We answer the question in the negative, see Lyons v. Globe Newspaper Co., 415 Mass. 258, 261 at n.4 (1993), and we reverse the partial summary judgment.

So ordered.


[Note 1] By her mother and next friend, Rose Smola.

[Note 2] Michael McFadden.

[Note 3] Offensive collateral estoppel "occurs when a plaintiff seeks to prevent a defendant from litigating issues which the defendant has previously litigated unsuccessfully in an action against another party." Whitehall Co. v. Barletta, 404 Mass. 497, 501 n.s (1989).

[Note 4] Much depends on whether there are dangerous levels of lead in an owner's premises which the owner fails to remove. General Laws c. 111, s. 199, "provides for strict liability, that is, liability without proof of fault beyond the owner's noncompliance with statutory requirements for the removal of materials containing dangerous levels of lead." Bencosme v. Kokoras, 400 Mass. 40, 42 (1987). General Laws c. 111, s. 197, describes the owner's obligation to remove materials containing dangerous levels of lead, and that obligation exists whether or not the premises have been inspected pursuant to G. L. c. 111, s. 194. See id. at 42 n.4. That Bencosme refers to an earlier version of the statute is not material.

[Note 5] The plaintiff's supplemental appendix includes portions of a hospital record of the minor plaintiff. She was admitted to the Medical Center of Central Massachusetts on October 26, 1990, three days before the inspection. The discharge summary states that she was admitted "with a chief complaint of lead poisoning.... Mother noted the baby at the window with paint chips in the mouth three weeks ago." The discharge summary concludes that at the time of discharge on October 31, 1990, "[t]he patient was stable . . . her prognosis was excellent."

The appendix also includes an opinion letter dated May 9, 1994, from William G. Bithoney, M.D., of Children's Hospital in Boston, to counsel to the plaintiff. The letter concludes, in part, that "it is my impression that [the child] has suffered from severe lead poisoning during a critical period of brain growth."

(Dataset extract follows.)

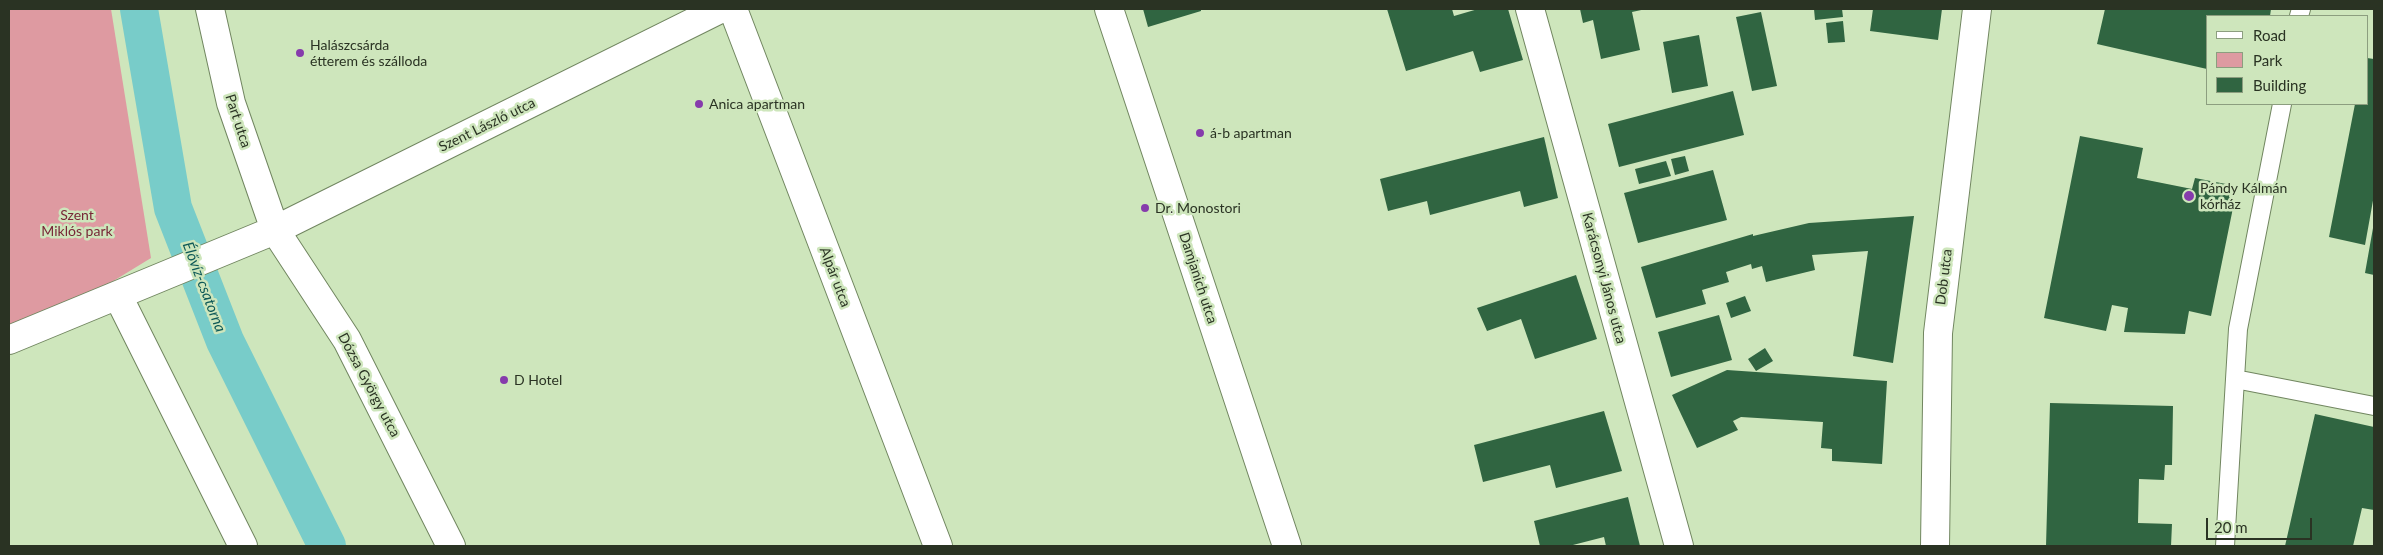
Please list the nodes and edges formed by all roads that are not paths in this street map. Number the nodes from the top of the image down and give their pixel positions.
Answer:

[Note 6] Issue preclusion is available in the field of administrative law, but only if there has been an adjudicatory proceeding. See Stowe v. Bologna, 415 Mass. 20, 22 (1993) ("[a] final order of an administrative agency in an adjudicatory proceeding, not appealed from and as to which the appeal period has expired, precludes relitigation of the same issues between the same parties, just as would a final judgment of a court of competent jurisdiction"). General Laws c.30A, s. 1, defines "adjudicatory proceeding" as "a proceeding before an agency in which the legal rights, duties or privileges of specifically named persons are required by constitutional right or by any provision of the General Laws to be determined after opportunity for an agency hearing" (emphasis added). It is doubtful that there was an "adjudicatory proceeding" in this case, but the point has not been argued, and for the reasons stated in the text, we need not consider the issue.

[Note 7] Offensive collateral estoppel is closely related to the evidentiary rule regarding admissions. See LePage v. Bumila, 407 Mass. 163, 167 n.4 (1990) (plaintiff's payment of a $40.00 noncriminal traffic fine cannot be considered an admission in a later civil trial, and it would be unfair to apply offensive collateral estoppel to those facts).